National Unity Minister Aaron’s meeting with Tun M likely to be a monologue, an exercise in futility

IT IS nothing wrong for the National Unity Minister Aaron Ago Dagang to meet the twice former prime minister (PM) Tun Dr Mahathir Mohamad.

In fact, this kind of meetings should be encouraged to examine the state of national unity in the country. Aaron was upset that Dr Mahathir would cast aspersions on the Indians and Chinese for being not loyal to the country.

In an interview with a TV channel from Chennai, India, Dr Mahathir has expressed regret that Indians by adhering to their language, religion and culture, failed to assimilate with the Malays.

Quite a few leaders with the present government took umbrage to Dr Mahathir’s uncalled for remarks on the Indian community.

I replied to him by stating that his solution for national unity is the assimilation of ethnic groups such as Indians and Chinese.

However, despite being a PM for many years, I was astonished how he could recommend the assimilationist model of national integration.  This is a model that has been long been rejected in many multicultural societies.

Moreover, being the chief architect who kept the races divided to promote the Malay hegemonic model, Dr Mahathir was never keen to promote racial and religious unity.

Because it was in the racial and religious divide, the development model in favour of the Malays could succeed. Unfortunately, the development model which manifested in the form of the NEP (New Economic Policy) merely succeeded in widening the gap between the rich and poor Malays.

Tun M has himself to blame

Given the long years of in-built tensions and conflicts among the races, there was no way even a minimalist integration approach could succeed.

Dr Mahathir cannot blame the non-Malays as he was the person largely responsible for the development of centrifugal tendencies among the races.

While the Malays were given special rights and privileges on account of their Bumiputera status, the non-Malays were denied these rights on account of their recent immigrants’ status. Dr Mahathir refers to them as the “pendatang” (immigrants).

More than 60 years of political independence gave rise to a society that was racially and religious divided. While there was a semblance of order and unity, the racial and religious divisions created by the extreme nationalists like Dr Mahathir persisted stubbornly.

Blame cannot be cast on the Indians or Chinese or the Malays for the leadership of the country was solely responsible.

While Malay nationalists reinforced the racial, cultural and religious difference of the Malays in opposition to the non-Malays, non-Malay leaders similarly sought to reinforce the differences among the non-Malays, the Chinese and Indians.

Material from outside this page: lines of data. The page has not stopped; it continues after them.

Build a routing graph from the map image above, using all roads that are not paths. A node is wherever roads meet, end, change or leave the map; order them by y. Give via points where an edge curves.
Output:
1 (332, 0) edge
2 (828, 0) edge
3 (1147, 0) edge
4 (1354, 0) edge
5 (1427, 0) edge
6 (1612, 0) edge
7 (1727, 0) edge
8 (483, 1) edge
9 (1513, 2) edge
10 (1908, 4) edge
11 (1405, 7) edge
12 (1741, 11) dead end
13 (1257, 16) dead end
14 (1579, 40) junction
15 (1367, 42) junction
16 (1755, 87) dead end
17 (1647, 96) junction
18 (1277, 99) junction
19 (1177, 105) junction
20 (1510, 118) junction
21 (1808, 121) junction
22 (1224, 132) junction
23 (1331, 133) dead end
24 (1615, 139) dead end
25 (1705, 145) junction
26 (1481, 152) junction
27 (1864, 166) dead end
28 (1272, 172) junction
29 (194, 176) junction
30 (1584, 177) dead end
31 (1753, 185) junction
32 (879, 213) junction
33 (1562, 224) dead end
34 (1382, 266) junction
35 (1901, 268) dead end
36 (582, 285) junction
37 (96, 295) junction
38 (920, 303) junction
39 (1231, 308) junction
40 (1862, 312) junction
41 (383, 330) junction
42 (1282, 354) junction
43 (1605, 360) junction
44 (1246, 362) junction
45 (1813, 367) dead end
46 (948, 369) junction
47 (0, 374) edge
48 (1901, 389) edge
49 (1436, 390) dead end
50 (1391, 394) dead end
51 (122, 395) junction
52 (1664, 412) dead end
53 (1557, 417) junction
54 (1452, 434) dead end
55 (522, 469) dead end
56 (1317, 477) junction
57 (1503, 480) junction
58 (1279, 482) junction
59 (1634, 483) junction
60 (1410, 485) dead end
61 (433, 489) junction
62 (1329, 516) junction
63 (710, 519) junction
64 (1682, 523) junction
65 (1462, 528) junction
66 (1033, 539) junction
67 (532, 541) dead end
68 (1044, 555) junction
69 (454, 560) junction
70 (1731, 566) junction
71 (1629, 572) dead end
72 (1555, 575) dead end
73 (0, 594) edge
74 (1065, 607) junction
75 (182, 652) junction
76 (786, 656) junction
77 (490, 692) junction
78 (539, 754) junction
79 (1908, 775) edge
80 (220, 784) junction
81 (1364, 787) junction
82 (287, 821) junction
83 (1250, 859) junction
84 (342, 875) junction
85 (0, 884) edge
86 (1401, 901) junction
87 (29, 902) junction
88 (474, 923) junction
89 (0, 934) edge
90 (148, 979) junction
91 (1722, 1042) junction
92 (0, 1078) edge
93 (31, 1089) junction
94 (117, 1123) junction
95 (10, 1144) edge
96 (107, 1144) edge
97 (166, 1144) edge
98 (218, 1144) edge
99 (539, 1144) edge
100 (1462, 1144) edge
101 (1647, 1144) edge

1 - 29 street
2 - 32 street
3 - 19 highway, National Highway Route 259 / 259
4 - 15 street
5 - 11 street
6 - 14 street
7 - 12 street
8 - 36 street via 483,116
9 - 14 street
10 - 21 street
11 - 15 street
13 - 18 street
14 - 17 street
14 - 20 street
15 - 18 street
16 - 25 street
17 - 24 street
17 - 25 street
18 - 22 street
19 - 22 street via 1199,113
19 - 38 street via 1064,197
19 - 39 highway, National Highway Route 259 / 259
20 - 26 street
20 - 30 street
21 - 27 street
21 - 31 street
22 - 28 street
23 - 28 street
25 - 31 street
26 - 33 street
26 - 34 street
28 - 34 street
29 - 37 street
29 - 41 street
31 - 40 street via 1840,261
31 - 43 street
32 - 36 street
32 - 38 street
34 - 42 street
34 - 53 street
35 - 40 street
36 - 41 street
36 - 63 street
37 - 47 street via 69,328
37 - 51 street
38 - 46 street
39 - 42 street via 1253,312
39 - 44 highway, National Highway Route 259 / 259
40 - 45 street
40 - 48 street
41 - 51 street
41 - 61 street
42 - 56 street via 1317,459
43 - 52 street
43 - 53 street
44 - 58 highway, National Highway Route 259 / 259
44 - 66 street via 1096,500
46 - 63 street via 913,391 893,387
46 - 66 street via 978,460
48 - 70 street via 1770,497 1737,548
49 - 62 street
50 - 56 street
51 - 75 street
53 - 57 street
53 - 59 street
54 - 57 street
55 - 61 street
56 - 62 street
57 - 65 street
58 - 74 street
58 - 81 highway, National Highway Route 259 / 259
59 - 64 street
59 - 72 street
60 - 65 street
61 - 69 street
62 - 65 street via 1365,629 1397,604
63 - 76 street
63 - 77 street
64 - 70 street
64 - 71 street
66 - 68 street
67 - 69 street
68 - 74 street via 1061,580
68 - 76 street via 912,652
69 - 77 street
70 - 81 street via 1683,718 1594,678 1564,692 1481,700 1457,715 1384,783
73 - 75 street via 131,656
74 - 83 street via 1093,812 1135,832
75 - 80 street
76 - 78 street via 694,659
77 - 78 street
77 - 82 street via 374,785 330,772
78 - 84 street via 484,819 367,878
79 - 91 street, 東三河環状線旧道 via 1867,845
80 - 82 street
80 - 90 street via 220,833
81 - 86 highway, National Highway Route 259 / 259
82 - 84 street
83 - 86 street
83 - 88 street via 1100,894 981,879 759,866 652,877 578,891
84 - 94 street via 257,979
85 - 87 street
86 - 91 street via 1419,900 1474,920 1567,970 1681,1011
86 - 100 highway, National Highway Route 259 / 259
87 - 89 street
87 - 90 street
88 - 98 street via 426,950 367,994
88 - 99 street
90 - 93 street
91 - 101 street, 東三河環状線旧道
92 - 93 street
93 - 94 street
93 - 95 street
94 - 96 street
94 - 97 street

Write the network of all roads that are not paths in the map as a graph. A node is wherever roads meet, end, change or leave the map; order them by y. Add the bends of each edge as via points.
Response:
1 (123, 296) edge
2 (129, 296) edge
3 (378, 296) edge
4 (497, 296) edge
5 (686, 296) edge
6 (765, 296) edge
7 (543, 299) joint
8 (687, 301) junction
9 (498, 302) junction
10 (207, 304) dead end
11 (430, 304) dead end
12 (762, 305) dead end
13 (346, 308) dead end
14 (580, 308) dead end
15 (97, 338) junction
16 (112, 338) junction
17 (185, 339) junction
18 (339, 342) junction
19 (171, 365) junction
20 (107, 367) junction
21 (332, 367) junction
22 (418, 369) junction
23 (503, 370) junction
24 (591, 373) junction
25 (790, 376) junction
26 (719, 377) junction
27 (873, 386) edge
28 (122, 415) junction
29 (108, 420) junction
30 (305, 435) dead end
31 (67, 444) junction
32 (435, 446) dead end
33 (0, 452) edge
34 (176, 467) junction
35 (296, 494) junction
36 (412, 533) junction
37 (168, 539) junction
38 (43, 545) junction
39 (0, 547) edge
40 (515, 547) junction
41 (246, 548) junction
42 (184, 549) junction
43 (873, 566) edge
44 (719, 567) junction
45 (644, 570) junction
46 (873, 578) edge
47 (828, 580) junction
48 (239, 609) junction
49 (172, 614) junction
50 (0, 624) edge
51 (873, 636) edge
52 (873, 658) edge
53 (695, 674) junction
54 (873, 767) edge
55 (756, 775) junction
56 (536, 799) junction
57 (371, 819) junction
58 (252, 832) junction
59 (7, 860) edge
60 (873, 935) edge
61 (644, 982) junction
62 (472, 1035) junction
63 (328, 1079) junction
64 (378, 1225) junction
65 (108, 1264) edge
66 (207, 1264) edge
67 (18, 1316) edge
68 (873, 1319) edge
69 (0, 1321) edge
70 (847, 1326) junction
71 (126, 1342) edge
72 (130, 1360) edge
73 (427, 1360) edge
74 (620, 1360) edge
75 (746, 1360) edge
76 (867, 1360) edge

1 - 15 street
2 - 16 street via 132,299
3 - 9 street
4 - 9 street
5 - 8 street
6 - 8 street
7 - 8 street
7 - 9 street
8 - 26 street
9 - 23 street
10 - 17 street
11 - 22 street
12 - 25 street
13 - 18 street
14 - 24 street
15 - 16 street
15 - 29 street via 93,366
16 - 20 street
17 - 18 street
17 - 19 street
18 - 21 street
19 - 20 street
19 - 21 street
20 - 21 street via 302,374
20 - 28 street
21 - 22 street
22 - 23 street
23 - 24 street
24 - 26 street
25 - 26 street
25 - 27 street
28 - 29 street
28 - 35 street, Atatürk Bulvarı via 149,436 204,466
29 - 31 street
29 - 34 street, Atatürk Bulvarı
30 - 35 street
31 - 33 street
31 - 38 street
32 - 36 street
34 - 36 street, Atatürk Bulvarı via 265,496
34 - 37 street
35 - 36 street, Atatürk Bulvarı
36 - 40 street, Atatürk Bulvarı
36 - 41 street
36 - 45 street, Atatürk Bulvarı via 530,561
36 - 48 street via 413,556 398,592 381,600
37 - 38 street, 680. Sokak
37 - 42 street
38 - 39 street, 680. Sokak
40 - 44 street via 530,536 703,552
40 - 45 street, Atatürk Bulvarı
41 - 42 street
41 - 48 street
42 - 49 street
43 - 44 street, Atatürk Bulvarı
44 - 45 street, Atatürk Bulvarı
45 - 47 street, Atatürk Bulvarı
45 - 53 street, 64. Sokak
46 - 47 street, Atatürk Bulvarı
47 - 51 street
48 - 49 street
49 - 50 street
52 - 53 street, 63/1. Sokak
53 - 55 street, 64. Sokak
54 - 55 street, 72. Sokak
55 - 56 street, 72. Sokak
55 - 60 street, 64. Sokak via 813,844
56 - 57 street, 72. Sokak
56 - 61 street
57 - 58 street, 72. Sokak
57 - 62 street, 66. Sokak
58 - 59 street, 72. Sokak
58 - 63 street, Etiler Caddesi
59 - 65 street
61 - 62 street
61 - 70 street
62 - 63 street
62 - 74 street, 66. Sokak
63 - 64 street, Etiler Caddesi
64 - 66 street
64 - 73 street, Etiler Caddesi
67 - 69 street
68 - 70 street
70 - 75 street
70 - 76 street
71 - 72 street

However, the blame came to be cast solely on the non-Malays as those responsible for perpetuating their racial, religious and cultural differences vis-a-vis the Malays.

Dr Mahathir might be frustrated and desperate but he cannot blame the Indians or Chinese or even the Malays.

Yet, despite the divisive racial and religious policies over decades that served to reinforce the racial and religious divide, the society is generally harmonious and peaceful.

Credit should be given to ordinary Malaysians – the Malays, Chinese, Indians and others for peace and stability. If only we have leaders who are statesmen rather than ethnic and religious champions, the country would have made remarkable progress especially in realm of inter-cultural relationships.

A monologue at best

Dr Mahathir questioned why I left the multi-racial DAP to form an ethnic Indian party.

I replied by saying that DAP is not a multi-racial party anymore for it has taken a different political character that cannot be defended as multi-racial. I was surprised that Dr Mahathir could label DAP as a multi-racial party when he had nothing but venom for the party.

Prof Ramasamy Palanisamy

I wonder how he could suddenly turn around to “love” the party. By the way, my new party Urimai (United for Rights of Malaysian Party) is not an ethnic party but a multi-racial one with the focus on the Indian underclass.

However, Dr Mahathir’s sudden love for multi-racial political parties seems not in congruence with his own party affiliations over the years. Once he had membership in UMNO, later Bersatu, then with Pejuang only to abandon it one-and-a-half-year later.

He might have changed party affiliations but remained within the fold of an ethnic Malay political party.

Well, if he is taking so much about multi-racialism, why did he seek membership with ethnic Malay political parties? Why was there no initiative to form political parties that can enrol Malaysians?

Simply because Dr Mahathir does not believe in the formation of multi-racial political parties, he thinks that Malays can only be protected and advanced by a preponderant ethnic party.

While I welcome the meeting between Dr Mahathir and Aaron, I seriously doubt that such a meeting would have a significant impact on Dr Mahathir.

Given his vast political experience, Dr Mahathir thinks that he knows the answers as to what ails the Malaysian society. I think the meeting will be one in which Dr Mahathir will be doing the talking with Aaron listening.

In brief, it would not be a dialogue but a monologue! – Jan 18, 2024


Former DAP stalwart and Penang chief minister II Prof Ramasamy Palanisamy is chairman of the Urimai (United Rights of Malaysian Party) Interim Council.

The views expressed are solely of the author and do not necessarily reflect those of Focus Malaysia.